So the past seven days have been spent, riding, eating & sleeping – yup that’s it. Every now and again you have to put yourself into boot camp. This means riding as many hours, as many km’s and climbing as many meters as your swelling quads will carry you. Each day it becomes harder to get out of bed and from the first pedal stroke there is a dull aching feeling in my quads that intensifies with each hour that goes past. It’s all about stressing the body, putting it outside its comfort zone, and pushing it just to the edge of the cliff, but not over it. This tipping point is when I force the body to make the physical adaptions and that’s when I begin to build my engine.
The riding around this area is perfect, mountains, valley’s and of course California sun. Out climbing Robinson Canyon in the Carmel Valley the other day was a shock to the system, pushing 342w at a grinding 55rpm, sweating like crazy, wondering where I could re-fill my water bottle I did contemplate the temperature back in Dunedin and think of you all as it showed 33degrees on my bike computer.
Now my self-inflicted boot camp has come to an end, it’s time to pack up the two Avanti’s, three suit cases and jump on another plane down to Los Angles to meet up with my “track sisters” for the upcoming three months. This is where we begin our final Olympic training phase and inflict a new stimulus on my ever developing ‘engine’. The dramatic contrast of climbing mountains for four hours in the sun to whizzing round the wooden boards of the indoor Los Angles velodrome doing 56km/hr, heart rate at 198bpm and my two team mates in perfect formation behind me. Hundreds of training laps lie before us over the next three months. It’s all about pushing the body, continually changing the training stimulus so the engine constantly adapts, grows and transforms into the ultimate racing machine come August 3rd, our race day on the London Olympic velodrome.

World Champion 2012

May 15th, 2012

This update is definitely VERY delayed, but I still wanted to write and share with you what an amazing feeling it was to win in front of what felt like a home crowd in Melbourne. We have had so many Kiwi’s travel across to Melbourne to support us and your cheering really does make a difference. To be able to stand on that top step again and hear the NZ national anthem play was so special. To produce a personal best time by 1.5sec to make the final took a massive ride and then to back that up in the final to take the win was a day I will never forget. I would also like to mention a thank you to National coach Dayle who allowed Craig to call my race – this was so special to have Craig there track side and we really have a unique understanding.
It has been so humbling to read all the messages of support, so thank you very much.

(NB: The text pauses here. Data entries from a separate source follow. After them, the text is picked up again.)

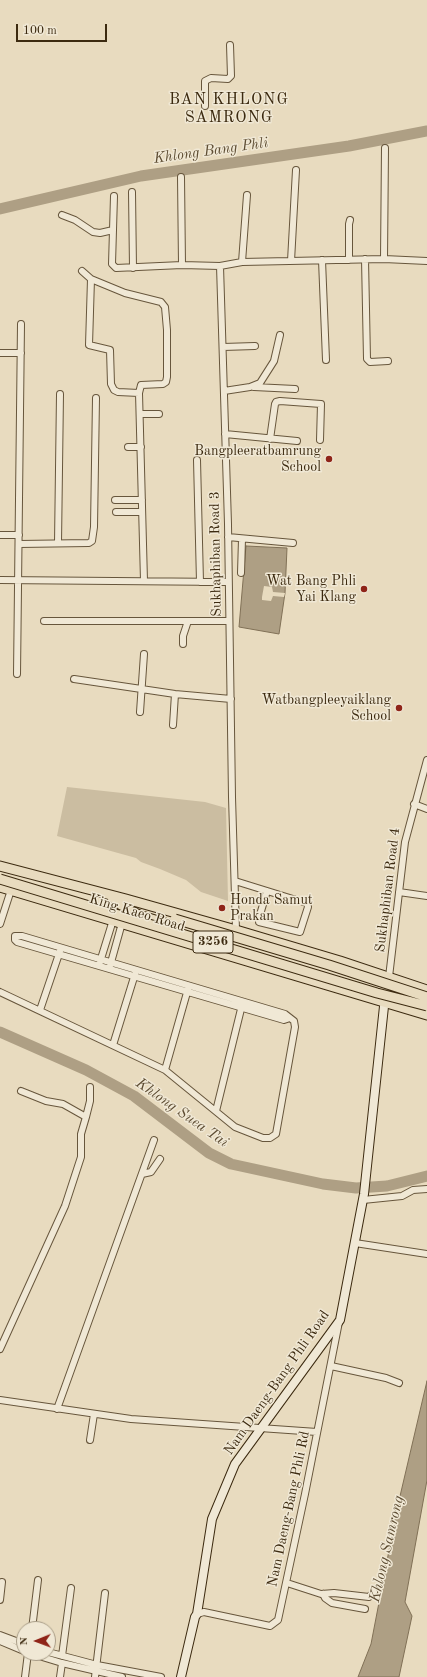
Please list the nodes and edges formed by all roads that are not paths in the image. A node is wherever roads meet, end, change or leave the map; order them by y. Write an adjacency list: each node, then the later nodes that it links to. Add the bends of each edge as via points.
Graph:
1 (230, 45): 2 (street, via 232,76 228,79 211,78 205,82)
2 (205, 106)
3 (386, 148): 12 (street)
4 (296, 170): 16 (street)
5 (181, 177): 19 (street)
6 (132, 192): 21 (street)
7 (246, 195): 18 (street)
8 (114, 196): 11 (street)
9 (62, 215): 11 (street, via 93,232)
10 (350, 220): 14 (street)
11 (113, 230): 21 (street, via 113,267)
12 (384, 259): 15 (street); 17 (street)
13 (322, 260): 14 (street); 16 (street); 30 (street)
14 (349, 260): 15 (street)
15 (365, 260): 31 (street, via 367,359 370,362)
16 (291, 261): 18 (street)
17 (427, 261)
18 (242, 262): 20 (street)
19 (182, 265): 20 (street); 21 (street)
20 (220, 266): 27 (street, Sukhaphiban Road 3)
21 (134, 268)
22 (82, 271): 23 (street)
23 (92, 279): 35 (street, via 89,345 110,350 111,384 114,390); 35 (street, via 125,293 161,302 165,307 166,382 141,385)
24 (21, 324): 29 (street)
25 (280, 335): 32 (street, via 270,368 260,383)
26 (255, 346): 27 (street)
27 (223, 347): 34 (street, Sukhaphiban Road 3)
28 (0, 353): 29 (street)
29 (21, 353): 52 (street)
30 (326, 360)
31 (388, 362)
32 (250, 386): 33 (street); 34 (street)
33 (295, 389)
34 (224, 391): 40 (street, Sukhaphiban Road 3)
35 (139, 393): 38 (street)
36 (60, 394): 55 (street)
37 (96, 398): 55 (street, via 94,538 89,543)
38 (140, 414): 39 (street); 45 (street)
39 (159, 414)
40 (225, 434): 41 (street); 53 (street, Sukhaphiban Road 3)
41 (270, 439): 42 (street, via 275,404 280,401 321,404); 43 (street)
42 (320, 440)
43 (297, 442)
44 (128, 447): 45 (street)
45 (141, 447): 48 (street)
46 (198, 460): 62 (street)
47 (115, 500): 48 (street)
48 (142, 500): 50 (street)
49 (116, 512): 50 (street)
50 (142, 512): 61 (street)
51 (0, 535): 52 (street)
52 (19, 535): 57 (street)
53 (228, 537): 54 (street); 63 (street, Sukhaphiban Road 3)
54 (242, 539): 56 (street); 58 (street)
55 (58, 543): 57 (street)
56 (293, 543)
57 (19, 544): 60 (street)
58 (241, 573)
59 (0, 580): 60 (street)
60 (18, 580): 61 (street); 69 (street)
61 (144, 581): 62 (street)
62 (200, 582): 63 (street)
63 (228, 582): 66 (street, Sukhaphiban Road 3)
64 (44, 621): 65 (street)
65 (188, 621): 66 (street); 67 (street)
66 (229, 621): 73 (street, Sukhaphiban Road 3)
67 (183, 644)
68 (144, 654): 71 (street)
69 (17, 674)
70 (74, 679): 71 (street)
71 (142, 688): 72 (street); 74 (street)
72 (175, 694): 73 (street); 75 (street)
73 (231, 699): 81 (street, Sukhaphiban Road 3)
74 (140, 712)
75 (173, 726)
76 (427, 760): 77 (street, Sukhaphiban Road 4)
77 (414, 804): 78 (street); 85 (street, Sukhaphiban Road 4, via 404,842)
78 (427, 808)
79 (0, 866): 86 (main road, King Kaeo Road / 3256)
80 (0, 879): 106 (main road, 3256, bridge)
81 (235, 882): 84 (street); 91 (street, Sukhaphiban Road 3)
82 (0, 887): 83 (main road, King Kaeo Road / 3256)
83 (10, 890): 89 (main road, King Kaeo Road / 3256); 90 (street)
84 (267, 891): 84 (street, via 307,903 300,932 259,922)
85 (399, 892): 87 (street); 98 (street, Sukhaphiban Road 4)
86 (109, 894): 88 (main road, 3256); 91 (main road, King Kaeo Road / 3256)
87 (427, 896)
88 (120, 904): 100 (main road, 3256, via 142,916); 101 (main road, 3256, bridge, via 329,965)
89 (118, 922): 92 (street); 93 (street); 103 (main road, King Kaeo Road / 3256)
90 (0, 924)
91 (236, 930): 98 (main road, King Kaeo Road / 3256)
92 (106, 947): 93 (street); 95 (street)
93 (114, 950): 96 (street)
94 (60, 951): 94 (street, via 17,942 15,936 22,936); 95 (street); 107 (street)
95 (100, 963): 96 (street)
96 (110, 966): 97 (street)
97 (135, 973): 99 (street); 110 (street)
98 (389, 977): 101 (main road, King Kaeo Road / 3256)
99 (188, 989): 104 (street); 111 (street)
100 (385, 990): 101 (main road); 103 (main road, Nam Daeng-Bang Phli Road)
101 (426, 990)
102 (0, 992): 107 (street)
103 (385, 1003): 105 (main road, King Kaeo Road / 3256); 120 (main road, Nam Daeng-Bang Phli Road)
104 (242, 1005): 114 (street); 114 (street, via 294,1021 276,1134 270,1138 263,1138 235,1127)
105 (396, 1006): 108 (main road, King Kaeo Road / 3256); 109 (main road, via 412,1017)
106 (427, 1006)
107 (40, 1010): 110 (street)
108 (427, 1015)
109 (427, 1020)
110 (113, 1045): 111 (street)
111 (165, 1070): 114 (street)
112 (90, 1087): 115 (street)
113 (21, 1091): 115 (street, via 46,1101 63,1104)
114 (216, 1111)
115 (86, 1117): 124 (street, via 81,1134 81,1158 65,1206)
116 (154, 1140): 118 (street)
117 (160, 1159): 118 (street, via 151,1172)
118 (142, 1174): 128 (street)
119 (427, 1189): 120 (street, via 413,1190 402,1196)
120 (363, 1197): 121 (main road, Nam Daeng-Bang Phli Road)
121 (355, 1243): 122 (street); 123 (main road, Nam Daeng-Bang Phli Road)
122 (427, 1254)
123 (340, 1320): 125 (street, Nam Daeng-Bang Phli Rd); 130 (main road, Nam Daeng-Bang Phli Road)
124 (0, 1349)
125 (331, 1366): 126 (street); 131 (street, Nam Daeng-Bang Phli Rd)
126 (399, 1383)
127 (0, 1400): 128 (street)
128 (58, 1409): 129 (street)
129 (94, 1414): 130 (street, via 131,1419); 132 (street)
130 (261, 1427): 131 (street); 142 (main road, Nam Daeng-Bang Phli Road, via 235,1464 212,1518)
131 (317, 1432): 135 (street, Nam Daeng-Bang Phli Rd)
132 (90, 1440)
133 (38, 1580): 143 (street)
134 (2, 1582): 140 (street)
135 (287, 1583): 139 (street); 142 (street, Nam Daeng-Bang Phli Rd, via 278,1620 272,1625 204,1612)
136 (71, 1588): 150 (street)
137 (374, 1592): 139 (street, via 369,1597)
138 (105, 1594): 152 (street)
139 (323, 1594): 141 (street, via 332,1603)
140 (0, 1600)
141 (365, 1609)
142 (197, 1614): 157 (main road, Nam Daeng-Bang Phli Road)
143 (33, 1621)
144 (0, 1634): 146 (street)
145 (0, 1641): 147 (street)
146 (16, 1641)
147 (16, 1648)
148 (56, 1657): 150 (street)
149 (56, 1659): 150 (street)
150 (62, 1660): 152 (street); 154 (street)
151 (28, 1661): 153 (street)
152 (96, 1671): 155 (street); 156 (street)
153 (25, 1677)
154 (60, 1677)
155 (122, 1677)
156 (159, 1677)
157 (180, 1677)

The last few weeks in NZ have been full on!! Lots of off the bike commitments as well as the day to day training.
After the Olympic team announcement we enjoyed a week long team camp in the Hawkes Bay which included the Club Nationals Time Trial as well as the Road Race. Was great to be back racing on the road again and I enjoyed racing my Avanti EvoII with Di2 (amazing!!), and even got a sprint on to win the bunch kick for 2nd place in the road race, while Reta Trotman an Otago team mate was super strong all day and took the win solo.

I have now skipped town, well country actually and am in Monterey, California to begin the final Olympic campaign build-up. Its certainly nice to leave the thermals, arm and leg warmers behind and replace them with the necessary sunscreen!

I’m really excited about the next few months as we build, and build, day by day to August 3rd & 4th – our race days.

Will keep in touch, and for more regular short updates follow me on Facebook.com. Search Alison Shanks

Thanks for reading, its lycra time!

Ali

London World Cup

February 22nd, 2012

I’m home from the London World Cup with some mixed results, but definitely a good taste of what to expect come the Olympics in August. It was an amazing experience to see the new velodrome and perform in front of the insanely patriotic British crowd.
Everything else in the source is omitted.